As part of  our nonprofit mission, we continue to operate this website on behalf of the CIE Coalition. We are looking for opportunities to expand its reach.

Looking ahead to 2023, we will be sharing our Chief Trainer and National Chess Education Consultant with the rest of the world. In recognition of his accomplishments and international leadership, Jerry Nash was named Chairman of the FIDE Chess in Education Commission. We continue to welcome opportunities to work with sponsors for professional development programs in the US.

Other CIE Coalition Members

Chess Plus expanded its outreach in 2022 with online courses and monthly online discussion group meetings. A new course offering was “Chess and Strategy Games in the Classroom.” They are also planning a hybrid Chess in Education conference in March 2023. Chess Plus work closely with the European Chess Union which exclusively certifies several of their courses.

The New Hampshire Chess Association was an active supporter of the Granite Gambit program of Chess in Schools. Several board members gained CIE certification. Members assisted in professional development breakout sessions, and informed teachers of scholastic chess tournaments available within the state.

In 2022, First Move continued to offer schools its classroom video-based curriculum that focuses on critical thinking and problem solving. Now they have added a fully remote learning option. Their blog continues to feature news from the chess world.

The European Chess Union’s Chess in Education Commission (ECU EDU) had a busy year. Commission leaders produced a guide for planning chess projects.
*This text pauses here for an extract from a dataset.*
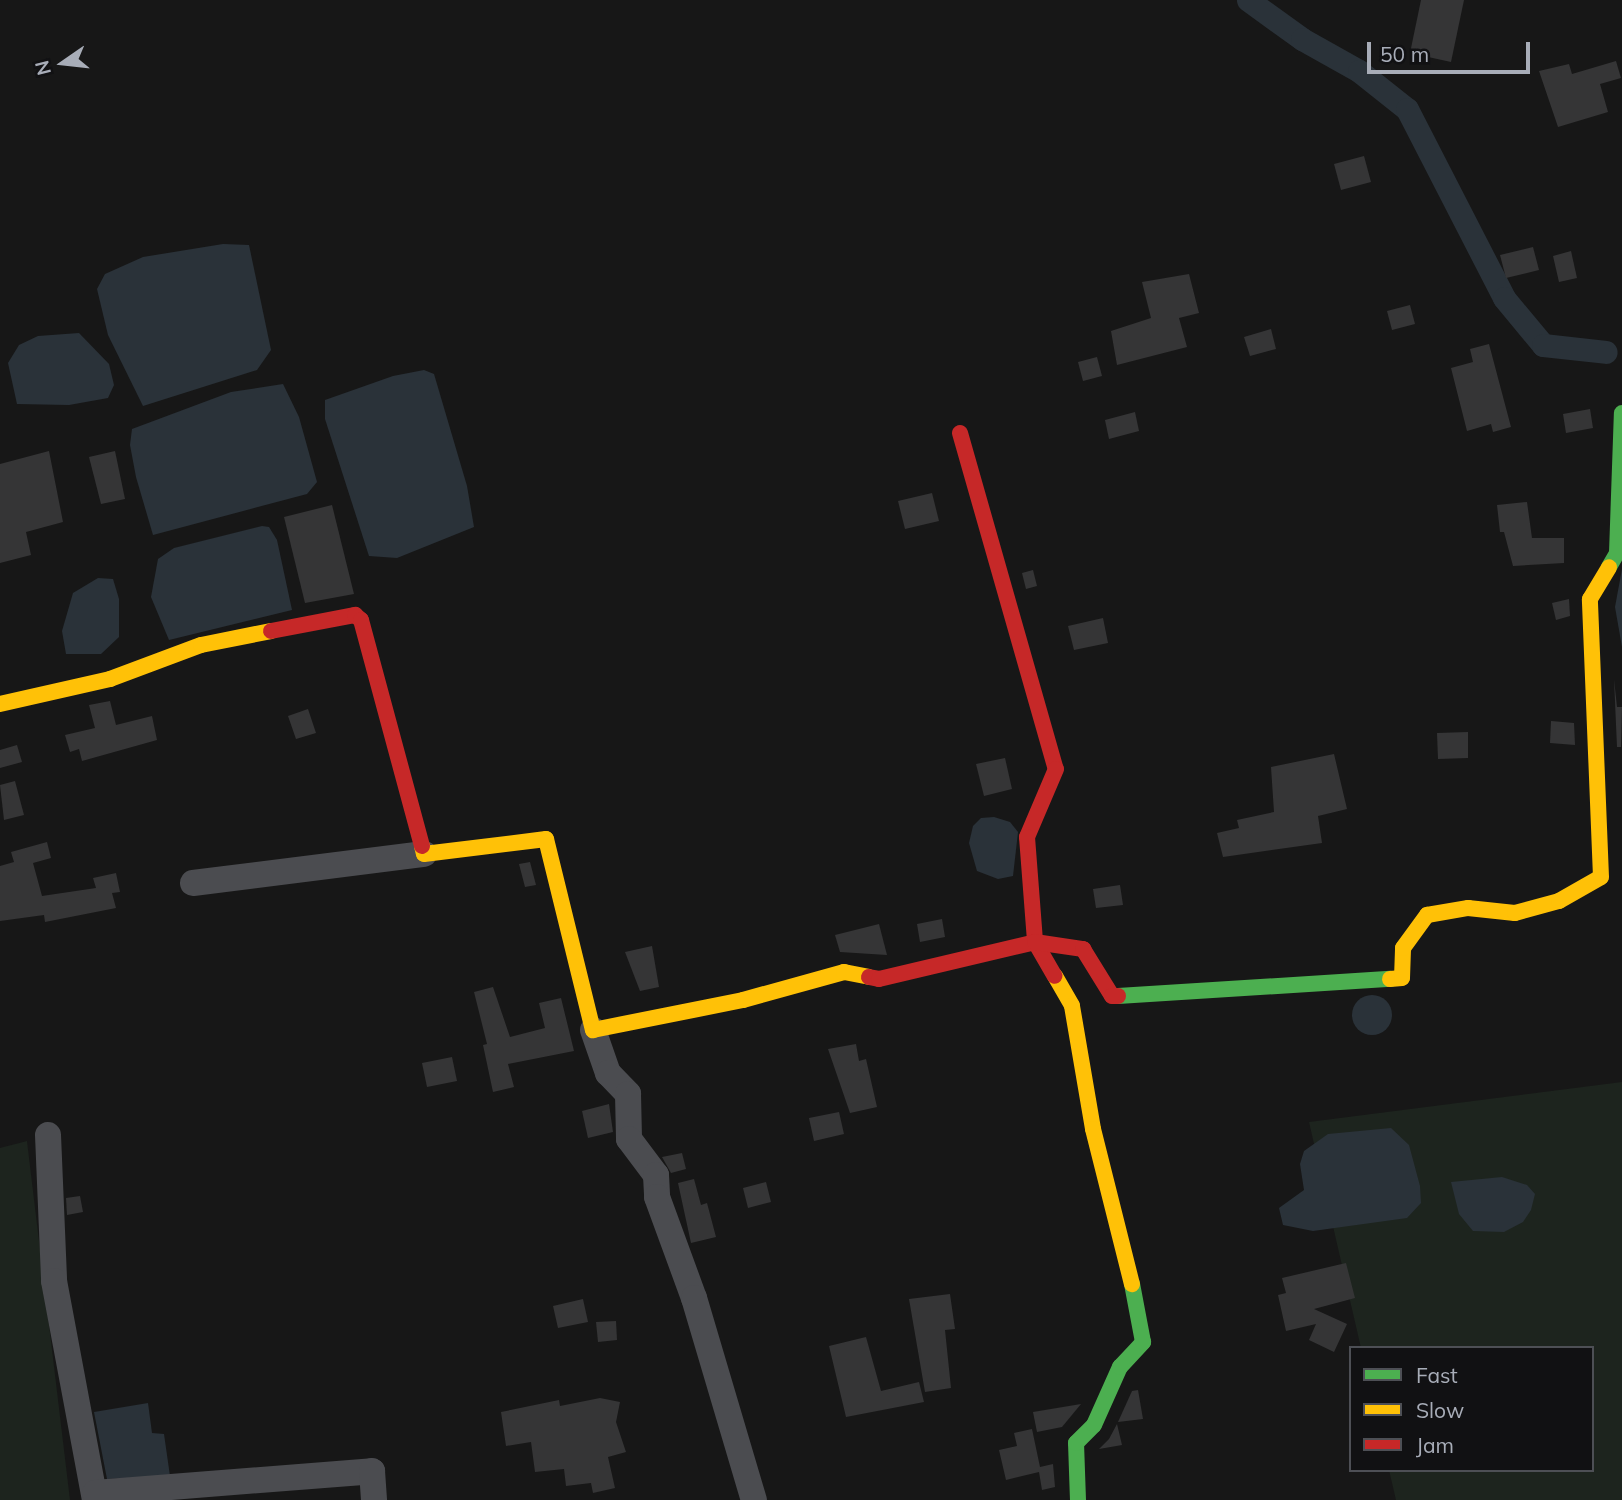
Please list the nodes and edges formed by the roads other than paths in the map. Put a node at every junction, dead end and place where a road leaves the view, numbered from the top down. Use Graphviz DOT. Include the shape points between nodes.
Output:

Several ECU countries continued the development of a project sponsored by Erasmus+ funding: “Chess: A Game to be Spread at School” (CGS). The Commission developed or completed numerous other projects in 2022 designed to highlight the educational and social benefits of chess.

Scholastic Chess*

* “Scholastic chess” refers to the body of chess training or events where the primary goal is competitive rather than educational. The two categories can be complementary, but have have different audiences, goals, and methods.

Scholastic chess had significant growth in 2022. Carol Meyer, Executive Director for US Chess, reports that membership numbers have recovered to 95% of the pre-COVID level. The National K-12 Grade Championships in Maryland broke the previous attendance record by over 600 participants. US Chess also signaled its intent to establish a CIE presence.

Anecdotal reports from urban chess training organizations reflect similar recoveries. The demand for chess training of all sorts is growing. The St. Louis Chess Club, a 501(c)(3), released this 5-minute promotional video about after-school programs in place at many schools in the Greater St. Louis area. It is an example of what can be accomplished with financial support from local corporate and private donors.